→ Your task
The records below are to be written out exactly, with every picture omitted.

→ Records shown
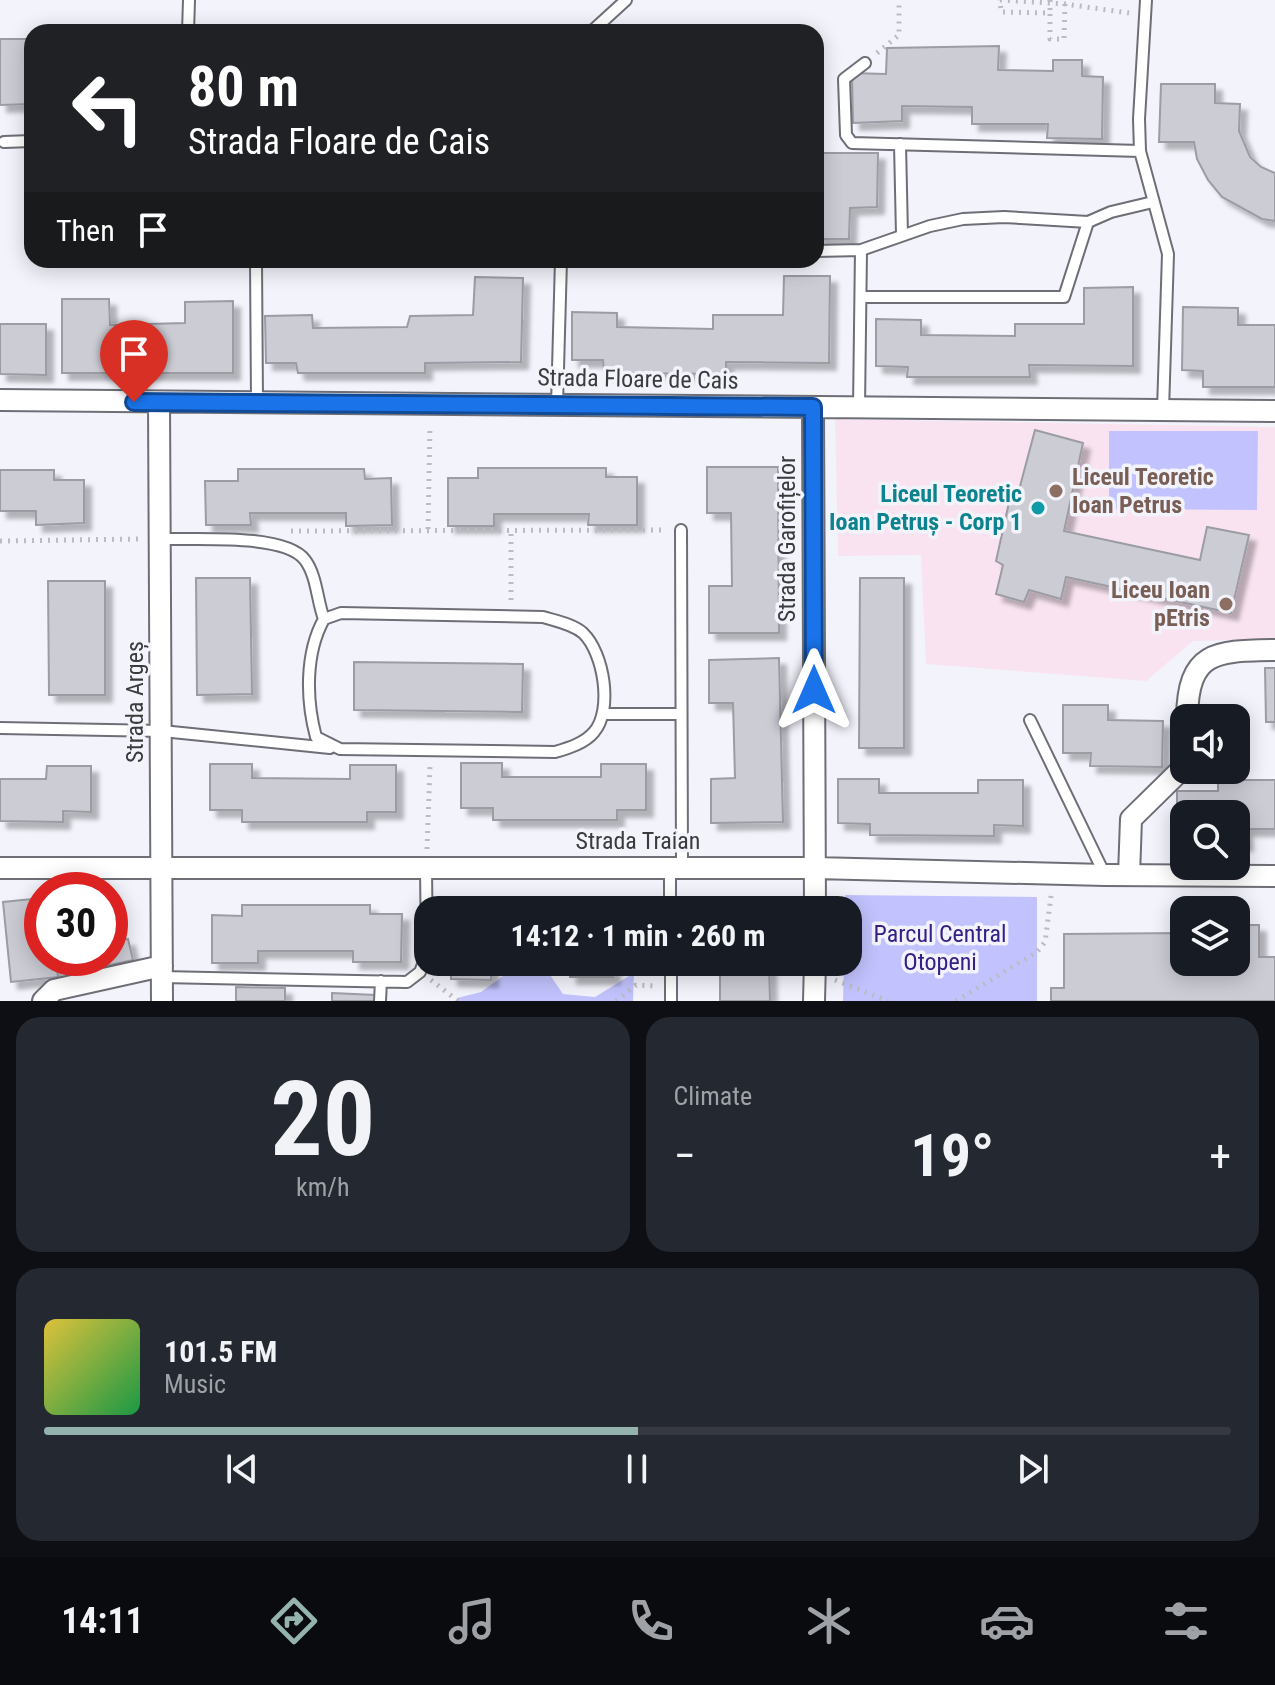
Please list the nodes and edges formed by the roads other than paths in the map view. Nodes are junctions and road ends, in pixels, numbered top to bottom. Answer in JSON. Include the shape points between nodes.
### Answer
{"nodes":[{"id":1,"x":189,"y":0,"type":"edge"},
{"id":2,"x":626,"y":0,"type":"edge"},
{"id":3,"x":1146,"y":0,"type":"edge"},
{"id":4,"x":188,"y":24,"type":"edge"},
{"id":5,"x":600,"y":24,"type":"edge"},
{"id":6,"x":865,"y":63,"type":"road end"},
{"id":7,"x":24,"y":141,"type":"edge"},
{"id":8,"x":4,"y":142,"type":"dead end"},
{"id":9,"x":900,"y":144,"type":"junction"},
{"id":10,"x":1140,"y":151,"type":"junction"},
{"id":11,"x":1153,"y":202,"type":"junction"},
{"id":12,"x":1088,"y":222,"type":"junction"},
{"id":13,"x":902,"y":235,"type":"junction"},
{"id":14,"x":861,"y":250,"type":"junction"},
{"id":15,"x":824,"y":251,"type":"edge"},
{"id":16,"x":256,"y":268,"type":"edge"},
{"id":17,"x":561,"y":268,"type":"edge"},
{"id":18,"x":861,"y":297,"type":"junction"},
{"id":19,"x":0,"y":400,"type":"edge"},
{"id":20,"x":159,"y":402,"type":"junction"},
{"id":21,"x":257,"y":402,"type":"junction"},
{"id":22,"x":557,"y":405,"type":"junction"},
{"id":23,"x":813,"y":407,"type":"junction"},
{"id":24,"x":859,"y":407,"type":"junction"},
{"id":25,"x":1163,"y":410,"type":"junction"},
{"id":26,"x":1275,"y":411,"type":"edge"},
{"id":27,"x":681,"y":530,"type":"road end"},
{"id":28,"x":160,"y":539,"type":"junction"},
{"id":29,"x":324,"y":619,"type":"junction"},
{"id":30,"x":1275,"y":650,"type":"edge"},
{"id":31,"x":1188,"y":704,"type":"edge"},
{"id":32,"x":604,"y":714,"type":"junction"},
{"id":33,"x":681,"y":714,"type":"junction"},
{"id":34,"x":1030,"y":720,"type":"dead end"},
{"id":35,"x":0,"y":728,"type":"edge"},
{"id":36,"x":162,"y":731,"type":"junction"},
{"id":37,"x":340,"y":749,"type":"junction"},
{"id":38,"x":1170,"y":781,"type":"edge"},
{"id":39,"x":162,"y":867,"type":"junction"},
{"id":40,"x":676,"y":867,"type":"junction"},
{"id":41,"x":0,"y":868,"type":"edge"},
{"id":42,"x":426,"y":868,"type":"junction"},
{"id":43,"x":815,"y":868,"type":"junction"},
{"id":44,"x":1105,"y":875,"type":"junction"},
{"id":45,"x":1129,"y":875,"type":"junction"},
{"id":46,"x":1275,"y":876,"type":"edge"},
{"id":47,"x":672,"y":896,"type":"edge"},
{"id":48,"x":815,"y":896,"type":"edge"},
{"id":49,"x":162,"y":971,"type":"junction"},
{"id":50,"x":671,"y":976,"type":"edge"},
{"id":51,"x":815,"y":976,"type":"edge"},
{"id":52,"x":381,"y":981,"type":"junction"},
{"id":53,"x":43,"y":1001,"type":"edge"},
{"id":54,"x":162,"y":1001,"type":"edge"},
{"id":55,"x":380,"y":1001,"type":"edge"},
{"id":56,"x":671,"y":1001,"type":"edge"},
{"id":57,"x":814,"y":1001,"type":"edge"}],
"edges":[{"from":1,"to":4,"type":"lane"},
{"from":2,"to":5,"type":"lane"},
{"from":3,"to":10,"type":"lane"},
{"from":6,"to":9,"type":"lane","via":[[844,79],[846,135],[852,143]]},
{"from":7,"to":8,"type":"lane"},
{"from":9,"to":10,"type":"lane"},
{"from":9,"to":13,"type":"lane"},
{"from":10,"to":11,"type":"lane"},
{"from":11,"to":12,"type":"lane"},
{"from":11,"to":25,"type":"lane","via":[[1168,254]]},
{"from":12,"to":13,"type":"lane","via":[[963,219]]},
{"from":12,"to":18,"type":"lane","via":[[1064,297]]},
{"from":13,"to":14,"type":"lane"},
{"from":14,"to":15,"type":"lane"},
{"from":14,"to":18,"type":"lane"},
{"from":16,"to":21,"type":"lane"},
{"from":17,"to":22,"type":"lane"},
{"from":18,"to":24,"type":"lane"},
{"from":19,"to":20,"type":"street","name":"Strada Floare de Cais"},
{"from":20,"to":21,"type":"street","name":"Strada Floare de Cais"},
{"from":20,"to":28,"type":"street","name":"Strada Argeș"},
{"from":21,"to":22,"type":"street","name":"Strada Floare de Cais"},
{"from":22,"to":23,"type":"street","name":"Strada Floare de Cais"},
{"from":23,"to":24,"type":"street","name":"Strada Floare de Cais"},
{"from":23,"to":43,"type":"street","name":"Strada Garofițelor"},
{"from":24,"to":25,"type":"street","name":"Strada Floare de Cais"},
{"from":25,"to":26,"type":"street","name":"Strada Floare de Cais"},
{"from":27,"to":33,"type":"lane"},
{"from":28,"to":29,"type":"lane","via":[[271,542],[292,548],[313,575]]},
{"from":28,"to":36,"type":"street","name":"Strada Argeș"},
{"from":29,"to":32,"type":"lane","via":[[341,613],[543,617],[573,627],[599,658]]},
{"from":29,"to":37,"type":"lane","via":[[310,656],[310,716],[316,737]]},
{"from":30,"to":31,"type":"street","via":[[1225,653],[1204,661],[1191,676]]},
{"from":32,"to":33,"type":"lane"},
{"from":32,"to":37,"type":"lane","via":[[593,733],[576,746],[555,752]]},
{"from":33,"to":40,"type":"lane"},
{"from":34,"to":44,"type":"lane"},
{"from":35,"to":36,"type":"lane"},
{"from":36,"to":37,"type":"lane"},
{"from":36,"to":39,"type":"street","name":"Strada Argeș"},
{"from":38,"to":45,"type":"street","via":[[1131,819]]},
{"from":39,"to":41,"type":"street","name":"Strada Traian"},
{"from":39,"to":42,"type":"street","name":"Strada Traian"},
{"from":39,"to":49,"type":"street","name":"Strada Argeș"},
{"from":40,"to":42,"type":"street","name":"Strada Traian"},
{"from":40,"to":43,"type":"street","name":"Strada Traian"},
{"from":40,"to":47,"type":"lane"},
{"from":42,"to":52,"type":"lane","via":[[427,954],[420,972],[407,982]]},
{"from":43,"to":44,"type":"street","name":"Strada Traian"},
{"from":43,"to":48,"type":"street","name":"Strada Garofițelor"},
{"from":44,"to":45,"type":"street","name":"Strada Traian"},
{"from":45,"to":46,"type":"street","name":"Strada Traian"},
{"from":49,"to":52,"type":"lane"},
{"from":49,"to":53,"type":"street","via":[[54,990]]},
{"from":49,"to":54,"type":"street","name":"Strada Argeș"},
{"from":50,"to":56,"type":"lane"},
{"from":51,"to":57,"type":"street"},
{"from":52,"to":55,"type":"lane"}]}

→ Result
Please list the nodes and edges formed by the roads other than paths in the map view. Nodes are junctions and road ends, in pixels, numbered top to bottom. Answer in JSON. Include the shape points between nodes.
### Answer
{"nodes":[{"id":1,"x":189,"y":0,"type":"edge"},
{"id":2,"x":626,"y":0,"type":"edge"},
{"id":3,"x":1146,"y":0,"type":"edge"},
{"id":4,"x":188,"y":24,"type":"edge"},
{"id":5,"x":600,"y":24,"type":"edge"},
{"id":6,"x":865,"y":63,"type":"road end"},
{"id":7,"x":24,"y":141,"type":"edge"},
{"id":8,"x":4,"y":142,"type":"dead end"},
{"id":9,"x":900,"y":144,"type":"junction"},
{"id":10,"x":1140,"y":151,"type":"junction"},
{"id":11,"x":1153,"y":202,"type":"junction"},
{"id":12,"x":1088,"y":222,"type":"junction"},
{"id":13,"x":902,"y":235,"type":"junction"},
{"id":14,"x":861,"y":250,"type":"junction"},
{"id":15,"x":824,"y":251,"type":"edge"},
{"id":16,"x":256,"y":268,"type":"edge"},
{"id":17,"x":561,"y":268,"type":"edge"},
{"id":18,"x":861,"y":297,"type":"junction"},
{"id":19,"x":0,"y":400,"type":"edge"},
{"id":20,"x":159,"y":402,"type":"junction"},
{"id":21,"x":257,"y":402,"type":"junction"},
{"id":22,"x":557,"y":405,"type":"junction"},
{"id":23,"x":813,"y":407,"type":"junction"},
{"id":24,"x":859,"y":407,"type":"junction"},
{"id":25,"x":1163,"y":410,"type":"junction"},
{"id":26,"x":1275,"y":411,"type":"edge"},
{"id":27,"x":681,"y":530,"type":"road end"},
{"id":28,"x":160,"y":539,"type":"junction"},
{"id":29,"x":324,"y":619,"type":"junction"},
{"id":30,"x":1275,"y":650,"type":"edge"},
{"id":31,"x":1188,"y":704,"type":"edge"},
{"id":32,"x":604,"y":714,"type":"junction"},
{"id":33,"x":681,"y":714,"type":"junction"},
{"id":34,"x":1030,"y":720,"type":"dead end"},
{"id":35,"x":0,"y":728,"type":"edge"},
{"id":36,"x":162,"y":731,"type":"junction"},
{"id":37,"x":340,"y":749,"type":"junction"},
{"id":38,"x":1170,"y":781,"type":"edge"},
{"id":39,"x":162,"y":867,"type":"junction"},
{"id":40,"x":676,"y":867,"type":"junction"},
{"id":41,"x":0,"y":868,"type":"edge"},
{"id":42,"x":426,"y":868,"type":"junction"},
{"id":43,"x":815,"y":868,"type":"junction"},
{"id":44,"x":1105,"y":875,"type":"junction"},
{"id":45,"x":1129,"y":875,"type":"junction"},
{"id":46,"x":1275,"y":876,"type":"edge"},
{"id":47,"x":672,"y":896,"type":"edge"},
{"id":48,"x":815,"y":896,"type":"edge"},
{"id":49,"x":162,"y":971,"type":"junction"},
{"id":50,"x":671,"y":976,"type":"edge"},
{"id":51,"x":815,"y":976,"type":"edge"},
{"id":52,"x":381,"y":981,"type":"junction"},
{"id":53,"x":43,"y":1001,"type":"edge"},
{"id":54,"x":162,"y":1001,"type":"edge"},
{"id":55,"x":380,"y":1001,"type":"edge"},
{"id":56,"x":671,"y":1001,"type":"edge"},
{"id":57,"x":814,"y":1001,"type":"edge"}],
"edges":[{"from":1,"to":4,"type":"lane"},
{"from":2,"to":5,"type":"lane"},
{"from":3,"to":10,"type":"lane"},
{"from":6,"to":9,"type":"lane","via":[[844,79],[846,135],[852,143]]},
{"from":7,"to":8,"type":"lane"},
{"from":9,"to":10,"type":"lane"},
{"from":9,"to":13,"type":"lane"},
{"from":10,"to":11,"type":"lane"},
{"from":11,"to":12,"type":"lane"},
{"from":11,"to":25,"type":"lane","via":[[1168,254]]},
{"from":12,"to":13,"type":"lane","via":[[963,219]]},
{"from":12,"to":18,"type":"lane","via":[[1064,297]]},
{"from":13,"to":14,"type":"lane"},
{"from":14,"to":15,"type":"lane"},
{"from":14,"to":18,"type":"lane"},
{"from":16,"to":21,"type":"lane"},
{"from":17,"to":22,"type":"lane"},
{"from":18,"to":24,"type":"lane"},
{"from":19,"to":20,"type":"street","name":"Strada Floare de Cais"},
{"from":20,"to":21,"type":"street","name":"Strada Floare de Cais"},
{"from":20,"to":28,"type":"street","name":"Strada Argeș"},
{"from":21,"to":22,"type":"street","name":"Strada Floare de Cais"},
{"from":22,"to":23,"type":"street","name":"Strada Floare de Cais"},
{"from":23,"to":24,"type":"street","name":"Strada Floare de Cais"},
{"from":23,"to":43,"type":"street","name":"Strada Garofițelor"},
{"from":24,"to":25,"type":"street","name":"Strada Floare de Cais"},
{"from":25,"to":26,"type":"street","name":"Strada Floare de Cais"},
{"from":27,"to":33,"type":"lane"},
{"from":28,"to":29,"type":"lane","via":[[271,542],[292,548],[313,575]]},
{"from":28,"to":36,"type":"street","name":"Strada Argeș"},
{"from":29,"to":32,"type":"lane","via":[[341,613],[543,617],[573,627],[599,658]]},
{"from":29,"to":37,"type":"lane","via":[[310,656],[310,716],[316,737]]},
{"from":30,"to":31,"type":"street","via":[[1225,653],[1204,661],[1191,676]]},
{"from":32,"to":33,"type":"lane"},
{"from":32,"to":37,"type":"lane","via":[[593,733],[576,746],[555,752]]},
{"from":33,"to":40,"type":"lane"},
{"from":34,"to":44,"type":"lane"},
{"from":35,"to":36,"type":"lane"},
{"from":36,"to":37,"type":"lane"},
{"from":36,"to":39,"type":"street","name":"Strada Argeș"},
{"from":38,"to":45,"type":"street","via":[[1131,819]]},
{"from":39,"to":41,"type":"street","name":"Strada Traian"},
{"from":39,"to":42,"type":"street","name":"Strada Traian"},
{"from":39,"to":49,"type":"street","name":"Strada Argeș"},
{"from":40,"to":42,"type":"street","name":"Strada Traian"},
{"from":40,"to":43,"type":"street","name":"Strada Traian"},
{"from":40,"to":47,"type":"lane"},
{"from":42,"to":52,"type":"lane","via":[[427,954],[420,972],[407,982]]},
{"from":43,"to":44,"type":"street","name":"Strada Traian"},
{"from":43,"to":48,"type":"street","name":"Strada Garofițelor"},
{"from":44,"to":45,"type":"street","name":"Strada Traian"},
{"from":45,"to":46,"type":"street","name":"Strada Traian"},
{"from":49,"to":52,"type":"lane"},
{"from":49,"to":53,"type":"street","via":[[54,990]]},
{"from":49,"to":54,"type":"street","name":"Strada Argeș"},
{"from":50,"to":56,"type":"lane"},
{"from":51,"to":57,"type":"street"},
{"from":52,"to":55,"type":"lane"}]}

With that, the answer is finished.